PROBLEM TO SOLVE →
Output the data below exactly as it is, dropping the pictures from your copy.

SOURCE DATA →
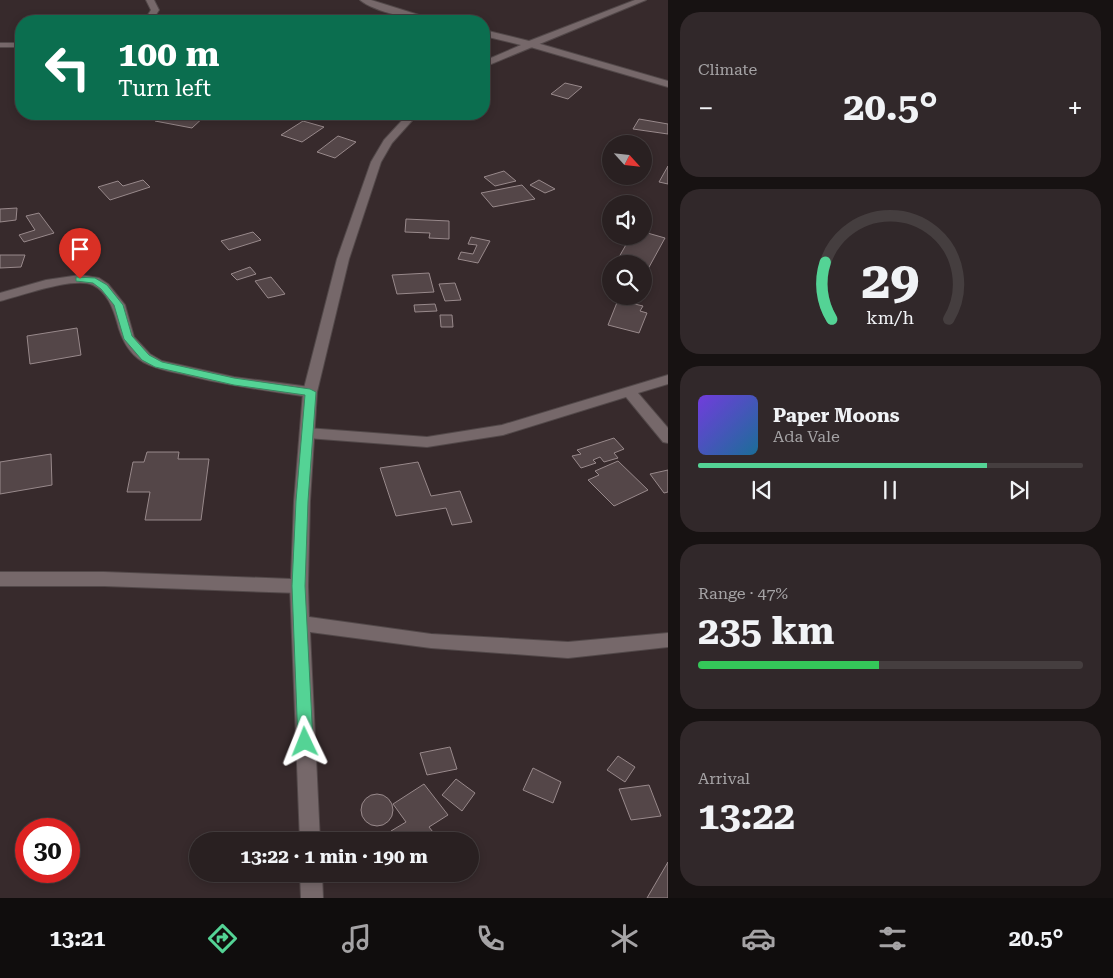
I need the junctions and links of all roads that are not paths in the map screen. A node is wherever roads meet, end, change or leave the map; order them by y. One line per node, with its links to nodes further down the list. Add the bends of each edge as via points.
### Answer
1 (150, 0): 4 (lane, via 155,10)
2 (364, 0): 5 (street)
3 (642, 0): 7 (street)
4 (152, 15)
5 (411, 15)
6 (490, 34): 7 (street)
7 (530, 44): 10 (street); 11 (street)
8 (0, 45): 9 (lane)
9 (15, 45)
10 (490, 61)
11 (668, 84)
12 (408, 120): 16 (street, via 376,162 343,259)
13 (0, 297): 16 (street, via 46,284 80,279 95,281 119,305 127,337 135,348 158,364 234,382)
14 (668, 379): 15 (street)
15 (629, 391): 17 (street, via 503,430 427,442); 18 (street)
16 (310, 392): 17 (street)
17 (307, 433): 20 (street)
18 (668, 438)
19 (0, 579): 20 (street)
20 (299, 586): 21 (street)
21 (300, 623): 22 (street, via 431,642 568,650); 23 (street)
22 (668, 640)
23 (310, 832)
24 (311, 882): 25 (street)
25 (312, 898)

EXERCISE RESPONSE →
I need the junctions and links of all roads that are not paths in the map screen. A node is wherever roads meet, end, change or leave the map; order them by y. One line per node, with its links to nodes further down the list. Add the bends of each edge as via points.
### Answer
1 (150, 0): 4 (lane, via 155,10)
2 (364, 0): 5 (street)
3 (642, 0): 7 (street)
4 (152, 15)
5 (411, 15)
6 (490, 34): 7 (street)
7 (530, 44): 10 (street); 11 (street)
8 (0, 45): 9 (lane)
9 (15, 45)
10 (490, 61)
11 (668, 84)
12 (408, 120): 16 (street, via 376,162 343,259)
13 (0, 297): 16 (street, via 46,284 80,279 95,281 119,305 127,337 135,348 158,364 234,382)
14 (668, 379): 15 (street)
15 (629, 391): 17 (street, via 503,430 427,442); 18 (street)
16 (310, 392): 17 (street)
17 (307, 433): 20 (street)
18 (668, 438)
19 (0, 579): 20 (street)
20 (299, 586): 21 (street)
21 (300, 623): 22 (street, via 431,642 568,650); 23 (street)
22 (668, 640)
23 (310, 832)
24 (311, 882): 25 (street)
25 (312, 898)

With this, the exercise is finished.